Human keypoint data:
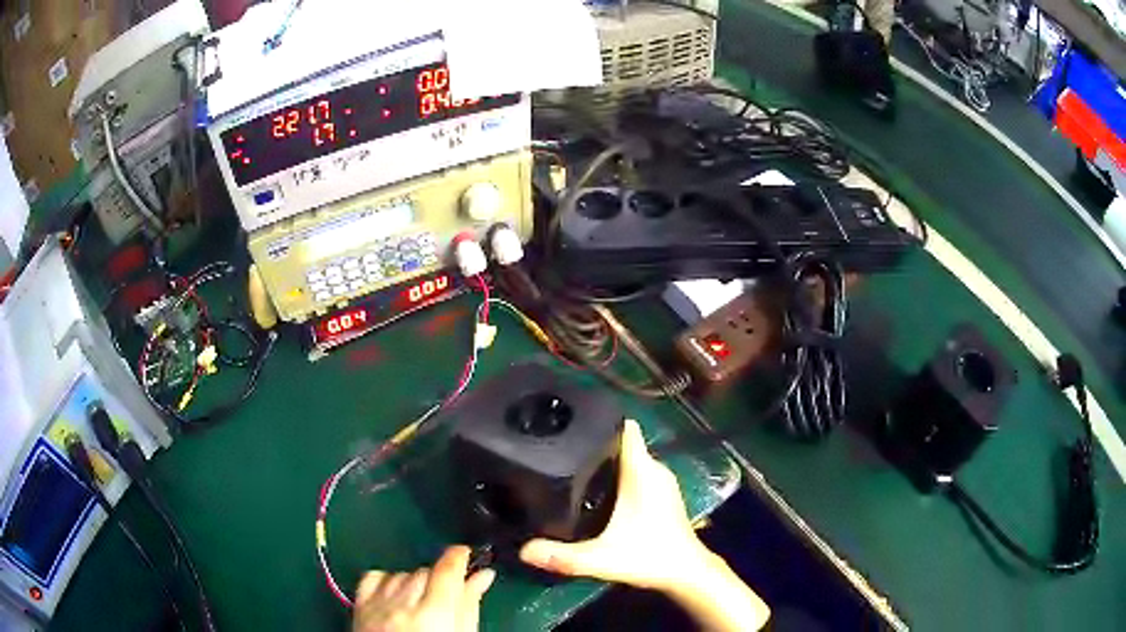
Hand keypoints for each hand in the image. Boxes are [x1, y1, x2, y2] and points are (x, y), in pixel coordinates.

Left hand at [352, 546, 495, 631]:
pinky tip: (396, 594)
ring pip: (401, 573)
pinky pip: (374, 577)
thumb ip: (470, 607)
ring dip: (415, 582)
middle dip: (439, 579)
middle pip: (425, 572)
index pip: (446, 570)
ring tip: (422, 605)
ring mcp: (378, 604)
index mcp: (434, 614)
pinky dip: (388, 580)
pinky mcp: (360, 607)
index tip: (467, 553)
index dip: (459, 556)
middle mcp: (403, 603)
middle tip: (447, 598)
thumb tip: (482, 577)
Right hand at [519, 419, 711, 591]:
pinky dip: (619, 474)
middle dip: (595, 443)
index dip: (600, 420)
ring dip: (607, 459)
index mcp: (642, 471)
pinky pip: (637, 471)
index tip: (572, 421)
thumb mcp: (601, 559)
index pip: (625, 428)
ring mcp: (661, 481)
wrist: (686, 572)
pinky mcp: (663, 493)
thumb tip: (524, 551)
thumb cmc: (649, 557)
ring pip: (630, 458)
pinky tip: (598, 489)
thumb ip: (562, 556)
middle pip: (622, 442)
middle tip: (560, 449)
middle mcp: (654, 469)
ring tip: (573, 466)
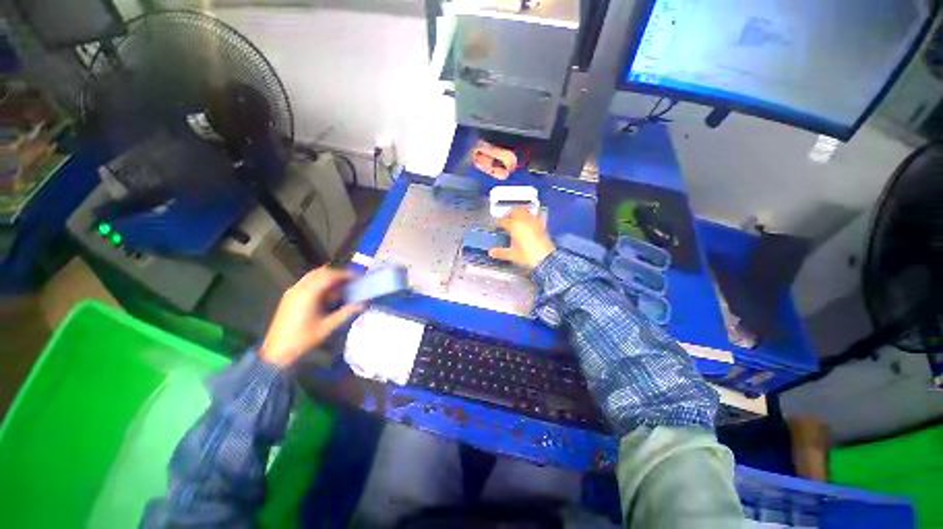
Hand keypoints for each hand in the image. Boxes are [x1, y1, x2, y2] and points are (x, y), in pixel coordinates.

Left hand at [261, 267, 362, 366]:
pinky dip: (319, 283)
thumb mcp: (327, 326)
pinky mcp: (289, 297)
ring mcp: (292, 292)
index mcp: (308, 294)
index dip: (344, 274)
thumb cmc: (303, 339)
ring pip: (313, 276)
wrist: (277, 351)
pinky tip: (327, 295)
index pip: (328, 276)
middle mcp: (299, 289)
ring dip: (327, 278)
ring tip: (340, 287)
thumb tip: (361, 304)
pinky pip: (307, 283)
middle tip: (350, 281)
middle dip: (336, 274)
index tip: (356, 277)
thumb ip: (345, 313)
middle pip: (320, 272)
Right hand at [488, 207, 555, 269]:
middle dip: (509, 213)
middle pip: (515, 211)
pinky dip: (534, 216)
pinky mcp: (542, 226)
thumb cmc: (530, 256)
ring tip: (518, 213)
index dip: (499, 222)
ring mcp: (534, 223)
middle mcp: (524, 222)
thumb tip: (492, 252)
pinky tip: (534, 217)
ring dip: (521, 211)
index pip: (503, 221)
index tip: (497, 224)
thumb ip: (500, 252)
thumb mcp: (512, 255)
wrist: (545, 259)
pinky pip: (538, 217)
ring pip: (526, 211)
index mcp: (514, 227)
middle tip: (506, 217)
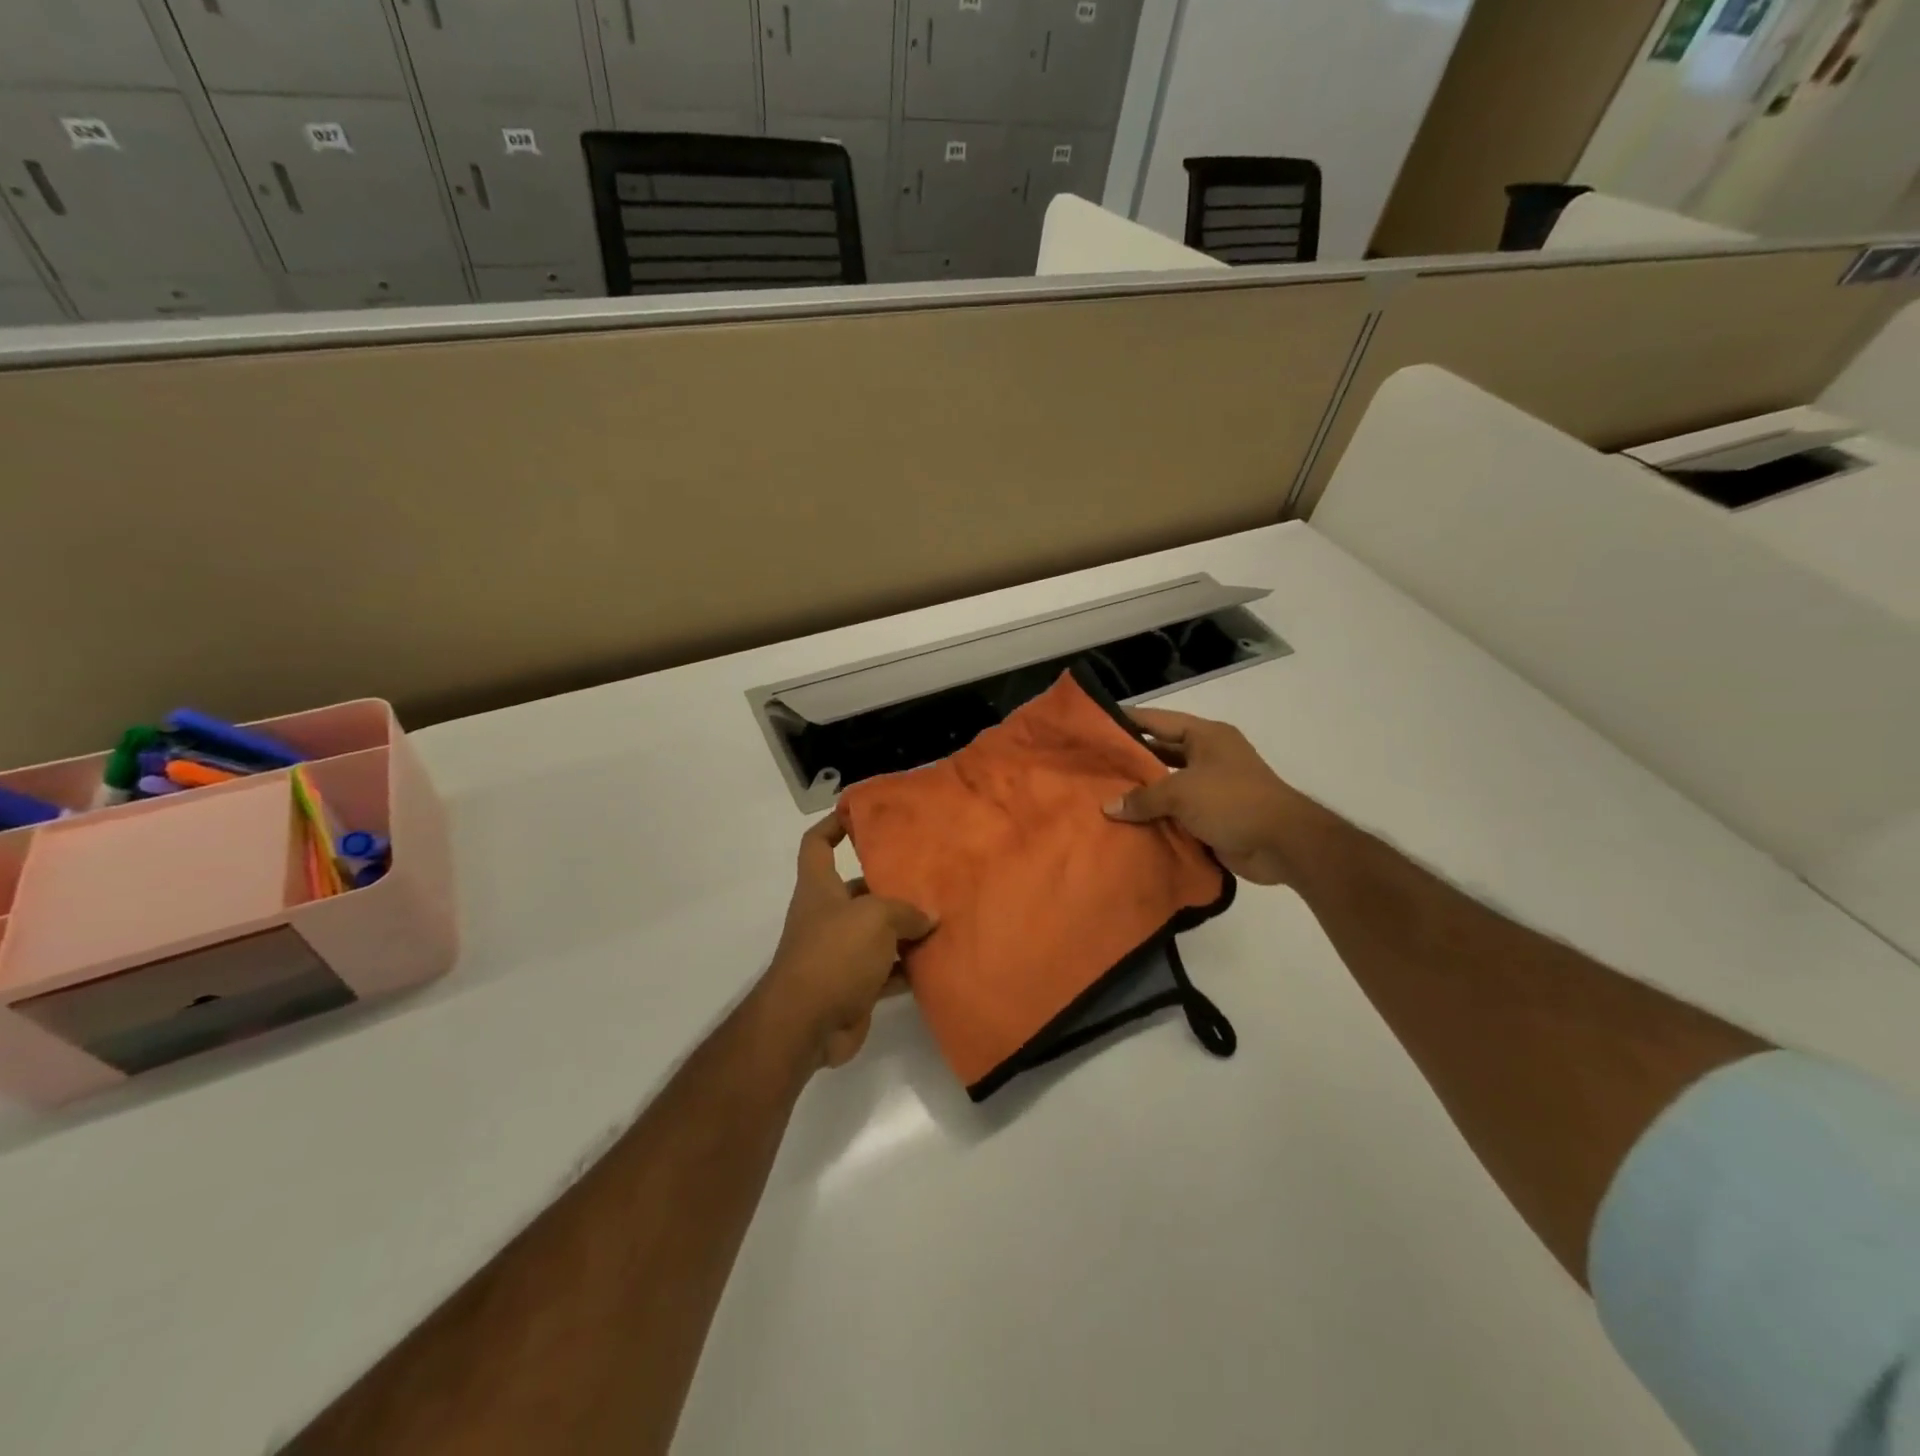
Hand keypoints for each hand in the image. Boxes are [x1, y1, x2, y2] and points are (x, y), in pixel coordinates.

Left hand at [761, 811, 935, 1069]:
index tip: (860, 814)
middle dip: (891, 884)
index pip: (817, 844)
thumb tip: (927, 917)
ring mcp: (840, 953)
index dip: (833, 825)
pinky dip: (908, 967)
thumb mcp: (875, 918)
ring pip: (878, 932)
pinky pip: (887, 970)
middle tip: (931, 877)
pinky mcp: (854, 986)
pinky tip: (939, 961)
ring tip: (944, 917)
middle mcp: (827, 916)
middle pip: (859, 889)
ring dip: (906, 929)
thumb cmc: (834, 954)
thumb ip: (905, 911)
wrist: (806, 1024)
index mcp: (820, 888)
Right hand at [1103, 708, 1320, 885]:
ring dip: (1141, 794)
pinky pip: (1176, 812)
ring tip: (1101, 796)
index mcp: (1205, 736)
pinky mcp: (1212, 816)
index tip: (1094, 723)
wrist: (1282, 844)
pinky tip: (1126, 824)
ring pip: (1166, 785)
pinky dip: (1155, 818)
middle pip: (1160, 752)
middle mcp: (1208, 756)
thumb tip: (1108, 807)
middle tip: (1092, 765)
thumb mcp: (1182, 792)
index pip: (1157, 720)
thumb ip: (1143, 798)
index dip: (1126, 720)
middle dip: (1129, 761)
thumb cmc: (1232, 801)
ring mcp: (1211, 787)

> What you should do: Write out the data above exactly, minus any images.

> Exercise response:
Hand keypoints for each hand in the image. Boxes are [x1, y1, x2, y2] and points are (x, y), in pixel coordinates.

Left hand at [352, 546, 495, 631]:
pinky tip: (396, 594)
ring pip: (401, 573)
pinky pip: (374, 577)
thumb ip: (470, 607)
ring dip: (415, 582)
middle dip: (439, 579)
middle pip: (425, 572)
index pip: (446, 570)
ring tip: (422, 605)
ring mcp: (378, 604)
index mcp: (434, 614)
pinky dip: (388, 580)
pinky mcp: (360, 607)
index tip: (467, 553)
index dip: (459, 556)
middle mcp: (403, 603)
middle tip: (447, 598)
thumb tip: (482, 577)
Right hand at [519, 419, 711, 591]:
pinky dip: (619, 474)
middle dip: (595, 443)
index dip: (600, 420)
ring dip: (607, 459)
index mcp: (642, 471)
pinky pip: (637, 471)
index tip: (572, 421)
thumb mcp: (601, 559)
index pip: (625, 428)
ring mcp: (661, 481)
wrist: (686, 572)
pinky mcp: (663, 493)
thumb tip: (524, 551)
thumb cmc: (649, 557)
ring pip: (630, 458)
pinky tip: (598, 489)
thumb ip: (562, 556)
middle pip: (622, 442)
middle tip: (560, 449)
middle mcp: (654, 469)
ring tip: (573, 466)
Hand keypoints for each hand in the image. Boxes are [x1, y1, x2, y2] and points are (x, y), in pixel coordinates.

Left hand at [261, 267, 362, 366]:
pinky dip: (319, 283)
thumb mcp: (327, 326)
pinky mcp: (289, 297)
ring mcp: (292, 292)
index mcp: (308, 294)
index dip: (344, 274)
thumb cmc: (303, 339)
ring pip: (313, 276)
wrist: (277, 351)
pinky tip: (327, 295)
index pip: (328, 276)
middle mcp: (299, 289)
ring dip: (327, 278)
ring tip: (340, 287)
thumb tip: (361, 304)
pinky pip: (307, 283)
middle tip: (350, 281)
middle dip: (336, 274)
index tip: (356, 277)
thumb ip: (345, 313)
middle pip: (320, 272)
Right hand at [488, 207, 555, 269]:
middle dip: (509, 213)
middle pip: (515, 211)
pinky dip: (534, 216)
pinky mcp: (542, 226)
thumb cmc: (530, 256)
ring tip: (518, 213)
index dip: (499, 222)
ring mcp: (534, 223)
middle mcp: (524, 222)
thumb tip: (492, 252)
pinky tip: (534, 217)
ring dip: (521, 211)
index pip: (503, 221)
index tip: (497, 224)
thumb ip: (500, 252)
thumb mcp: (512, 255)
wrist: (545, 259)
pinky pip: (538, 217)
ring pip: (526, 211)
index mcp: (514, 227)
middle tip: (506, 217)
Hand keypoints for each hand in the image. Boxes are [x1, y1, x2, y2] and points are (x, y), in pixel coordinates.

Left hand at [761, 811, 935, 1069]:
index tip: (860, 814)
middle dip: (891, 884)
index pip: (817, 844)
thumb tip: (927, 917)
ring mcp: (840, 953)
index dip: (833, 825)
pinky dip: (908, 967)
thumb mcp: (875, 918)
ring pip: (878, 932)
pinky pip: (887, 970)
middle tip: (931, 877)
pinky mcp: (854, 986)
pinky tip: (939, 961)
ring tip: (944, 917)
middle mcp: (827, 916)
middle pip: (859, 889)
ring dip: (906, 929)
thumb cmc: (834, 954)
thumb ip: (905, 911)
wrist: (806, 1024)
index mcp: (820, 888)
Right hand at [1103, 708, 1320, 885]:
ring dip: (1141, 794)
pinky pip: (1176, 812)
ring tip: (1101, 796)
index mcp: (1205, 736)
pinky mcp: (1212, 816)
index tip: (1094, 723)
wrist: (1282, 844)
pinky tip: (1126, 824)
ring pip: (1166, 785)
pinky dip: (1155, 818)
middle pip: (1160, 752)
middle mcp: (1208, 756)
thumb tip: (1108, 807)
middle tip: (1092, 765)
thumb mcp: (1182, 792)
index pip: (1157, 720)
thumb ip: (1143, 798)
index dip: (1126, 720)
middle dip: (1129, 761)
thumb cmc: (1232, 801)
ring mcp: (1211, 787)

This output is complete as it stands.